* **ACTIVITY**
Once you have read the records, output them exactly.
- Opening Delimiter -
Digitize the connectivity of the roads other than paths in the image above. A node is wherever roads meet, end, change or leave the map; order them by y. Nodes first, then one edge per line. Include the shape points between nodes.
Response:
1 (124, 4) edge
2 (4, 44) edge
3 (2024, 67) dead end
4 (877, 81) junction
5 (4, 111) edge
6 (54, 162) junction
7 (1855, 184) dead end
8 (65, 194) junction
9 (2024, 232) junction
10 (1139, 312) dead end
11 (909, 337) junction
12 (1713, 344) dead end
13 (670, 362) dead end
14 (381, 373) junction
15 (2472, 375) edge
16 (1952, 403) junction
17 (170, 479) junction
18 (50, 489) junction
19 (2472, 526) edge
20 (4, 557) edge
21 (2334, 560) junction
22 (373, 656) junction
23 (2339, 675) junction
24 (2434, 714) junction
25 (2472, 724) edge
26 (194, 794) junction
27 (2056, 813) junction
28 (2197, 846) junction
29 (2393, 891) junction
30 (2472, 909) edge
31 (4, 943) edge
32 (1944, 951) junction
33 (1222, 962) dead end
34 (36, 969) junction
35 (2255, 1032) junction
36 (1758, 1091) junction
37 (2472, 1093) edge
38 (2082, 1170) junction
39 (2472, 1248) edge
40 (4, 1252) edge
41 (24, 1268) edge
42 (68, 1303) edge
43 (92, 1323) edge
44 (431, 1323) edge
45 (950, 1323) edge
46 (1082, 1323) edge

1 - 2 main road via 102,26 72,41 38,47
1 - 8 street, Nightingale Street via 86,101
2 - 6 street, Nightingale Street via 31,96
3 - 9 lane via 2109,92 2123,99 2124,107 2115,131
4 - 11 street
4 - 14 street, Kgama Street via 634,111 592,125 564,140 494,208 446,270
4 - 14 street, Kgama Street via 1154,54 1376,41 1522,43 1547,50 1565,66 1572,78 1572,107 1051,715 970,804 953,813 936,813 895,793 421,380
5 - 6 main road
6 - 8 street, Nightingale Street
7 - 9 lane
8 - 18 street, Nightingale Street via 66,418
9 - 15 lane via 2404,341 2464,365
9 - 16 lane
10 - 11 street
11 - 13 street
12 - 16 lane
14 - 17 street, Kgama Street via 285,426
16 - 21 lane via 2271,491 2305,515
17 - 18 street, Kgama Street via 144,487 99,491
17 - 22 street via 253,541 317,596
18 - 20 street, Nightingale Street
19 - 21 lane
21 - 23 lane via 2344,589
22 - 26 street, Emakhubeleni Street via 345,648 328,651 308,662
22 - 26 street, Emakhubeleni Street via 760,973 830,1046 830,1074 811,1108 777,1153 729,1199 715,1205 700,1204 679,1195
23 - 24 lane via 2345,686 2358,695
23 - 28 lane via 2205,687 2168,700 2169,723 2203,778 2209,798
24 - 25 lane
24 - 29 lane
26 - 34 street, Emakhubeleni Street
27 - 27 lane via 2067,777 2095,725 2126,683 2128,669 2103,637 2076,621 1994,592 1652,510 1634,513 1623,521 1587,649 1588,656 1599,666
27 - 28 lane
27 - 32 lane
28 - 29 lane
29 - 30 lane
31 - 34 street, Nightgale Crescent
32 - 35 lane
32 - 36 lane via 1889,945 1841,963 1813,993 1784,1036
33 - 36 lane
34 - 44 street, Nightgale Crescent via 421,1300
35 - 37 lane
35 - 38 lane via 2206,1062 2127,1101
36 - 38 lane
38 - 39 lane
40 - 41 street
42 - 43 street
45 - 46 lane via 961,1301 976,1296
- Closing Delimiter -
* **RESULT**
Digitize the connectivity of the roads other than paths in the image above. A node is wherever roads meet, end, change or leave the map; order them by y. Nodes first, then one edge per line. Include the shape points between nodes.
Response:
1 (124, 4) edge
2 (4, 44) edge
3 (2024, 67) dead end
4 (877, 81) junction
5 (4, 111) edge
6 (54, 162) junction
7 (1855, 184) dead end
8 (65, 194) junction
9 (2024, 232) junction
10 (1139, 312) dead end
11 (909, 337) junction
12 (1713, 344) dead end
13 (670, 362) dead end
14 (381, 373) junction
15 (2472, 375) edge
16 (1952, 403) junction
17 (170, 479) junction
18 (50, 489) junction
19 (2472, 526) edge
20 (4, 557) edge
21 (2334, 560) junction
22 (373, 656) junction
23 (2339, 675) junction
24 (2434, 714) junction
25 (2472, 724) edge
26 (194, 794) junction
27 (2056, 813) junction
28 (2197, 846) junction
29 (2393, 891) junction
30 (2472, 909) edge
31 (4, 943) edge
32 (1944, 951) junction
33 (1222, 962) dead end
34 (36, 969) junction
35 (2255, 1032) junction
36 (1758, 1091) junction
37 (2472, 1093) edge
38 (2082, 1170) junction
39 (2472, 1248) edge
40 (4, 1252) edge
41 (24, 1268) edge
42 (68, 1303) edge
43 (92, 1323) edge
44 (431, 1323) edge
45 (950, 1323) edge
46 (1082, 1323) edge

1 - 2 main road via 102,26 72,41 38,47
1 - 8 street, Nightingale Street via 86,101
2 - 6 street, Nightingale Street via 31,96
3 - 9 lane via 2109,92 2123,99 2124,107 2115,131
4 - 11 street
4 - 14 street, Kgama Street via 634,111 592,125 564,140 494,208 446,270
4 - 14 street, Kgama Street via 1154,54 1376,41 1522,43 1547,50 1565,66 1572,78 1572,107 1051,715 970,804 953,813 936,813 895,793 421,380
5 - 6 main road
6 - 8 street, Nightingale Street
7 - 9 lane
8 - 18 street, Nightingale Street via 66,418
9 - 15 lane via 2404,341 2464,365
9 - 16 lane
10 - 11 street
11 - 13 street
12 - 16 lane
14 - 17 street, Kgama Street via 285,426
16 - 21 lane via 2271,491 2305,515
17 - 18 street, Kgama Street via 144,487 99,491
17 - 22 street via 253,541 317,596
18 - 20 street, Nightingale Street
19 - 21 lane
21 - 23 lane via 2344,589
22 - 26 street, Emakhubeleni Street via 345,648 328,651 308,662
22 - 26 street, Emakhubeleni Street via 760,973 830,1046 830,1074 811,1108 777,1153 729,1199 715,1205 700,1204 679,1195
23 - 24 lane via 2345,686 2358,695
23 - 28 lane via 2205,687 2168,700 2169,723 2203,778 2209,798
24 - 25 lane
24 - 29 lane
26 - 34 street, Emakhubeleni Street
27 - 27 lane via 2067,777 2095,725 2126,683 2128,669 2103,637 2076,621 1994,592 1652,510 1634,513 1623,521 1587,649 1588,656 1599,666
27 - 28 lane
27 - 32 lane
28 - 29 lane
29 - 30 lane
31 - 34 street, Nightgale Crescent
32 - 35 lane
32 - 36 lane via 1889,945 1841,963 1813,993 1784,1036
33 - 36 lane
34 - 44 street, Nightgale Crescent via 421,1300
35 - 37 lane
35 - 38 lane via 2206,1062 2127,1101
36 - 38 lane
38 - 39 lane
40 - 41 street
42 - 43 street
45 - 46 lane via 961,1301 976,1296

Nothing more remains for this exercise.